§ Task goal:
Pictures aside, repeat all the entries below exactly as they appear.

§ Data excerpts:
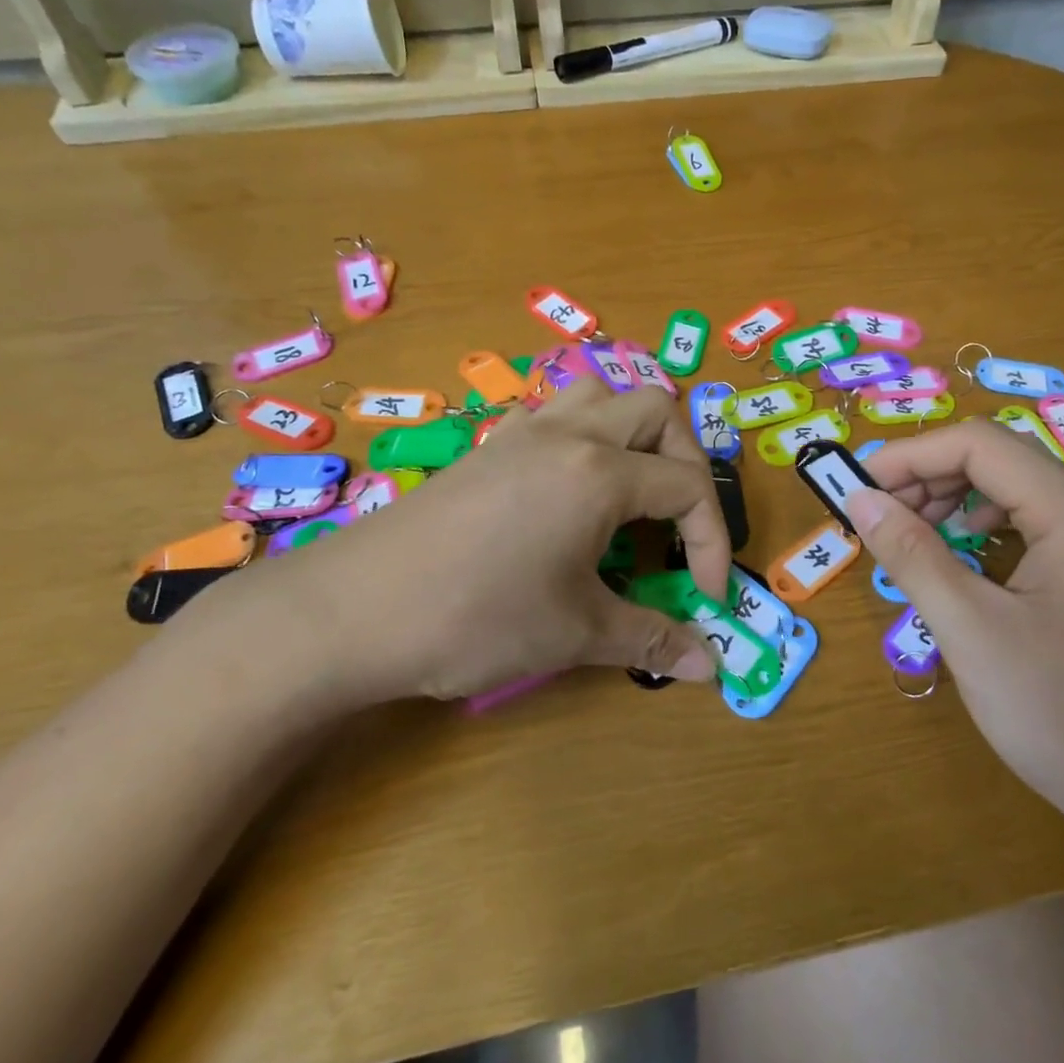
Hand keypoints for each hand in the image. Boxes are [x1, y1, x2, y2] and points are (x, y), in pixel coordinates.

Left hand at [177, 381, 731, 708]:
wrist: (350, 611)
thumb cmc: (474, 618)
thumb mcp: (574, 632)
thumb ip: (650, 638)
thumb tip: (709, 667)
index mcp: (598, 471)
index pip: (687, 486)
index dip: (712, 542)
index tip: (705, 597)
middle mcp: (566, 433)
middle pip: (656, 411)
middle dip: (686, 463)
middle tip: (678, 524)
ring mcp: (521, 432)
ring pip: (600, 395)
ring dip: (632, 435)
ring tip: (632, 493)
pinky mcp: (487, 447)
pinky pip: (552, 414)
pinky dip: (581, 438)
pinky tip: (568, 492)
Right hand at [850, 421, 1063, 854]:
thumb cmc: (1063, 717)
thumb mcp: (972, 632)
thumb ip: (912, 555)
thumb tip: (859, 498)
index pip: (981, 445)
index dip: (909, 457)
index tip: (857, 491)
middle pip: (1001, 461)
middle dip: (929, 478)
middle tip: (878, 521)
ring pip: (1017, 492)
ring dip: (954, 503)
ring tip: (910, 541)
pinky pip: (1035, 528)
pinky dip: (984, 531)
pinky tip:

§ The answer:
Hand keypoints for each hand in the image. Boxes are [x1, y1, x2, y2] and points are (x, y), in pixel coordinates.

Left hand at [177, 381, 731, 708]:
wrist: (350, 611)
thumb cmc: (474, 618)
thumb mcp: (574, 632)
thumb ip: (650, 638)
thumb tip: (709, 667)
index mcp: (598, 471)
index pip: (687, 486)
index dip: (712, 542)
index tip: (705, 597)
middle mcp: (566, 433)
middle pip: (656, 411)
middle dip: (686, 463)
middle tip: (678, 524)
ring mcp: (521, 432)
ring pip: (600, 395)
ring dip: (632, 435)
ring tip: (632, 493)
pinky mcp: (487, 447)
pinky pip: (552, 414)
pinky dip: (581, 438)
pinky tip: (568, 492)
Right hand at [850, 421, 1063, 854]:
thumb cmc: (1063, 717)
thumb mcp: (972, 632)
thumb ip: (912, 555)
thumb tip: (859, 498)
index pip: (981, 445)
index dip: (909, 457)
index tip: (857, 491)
middle pip: (1001, 461)
middle dip: (929, 478)
middle tip: (878, 521)
ring pip: (1017, 492)
ring dip: (954, 503)
ring tip: (910, 541)
pinky pip: (1035, 528)
pinky dip: (984, 531)
pinky tip:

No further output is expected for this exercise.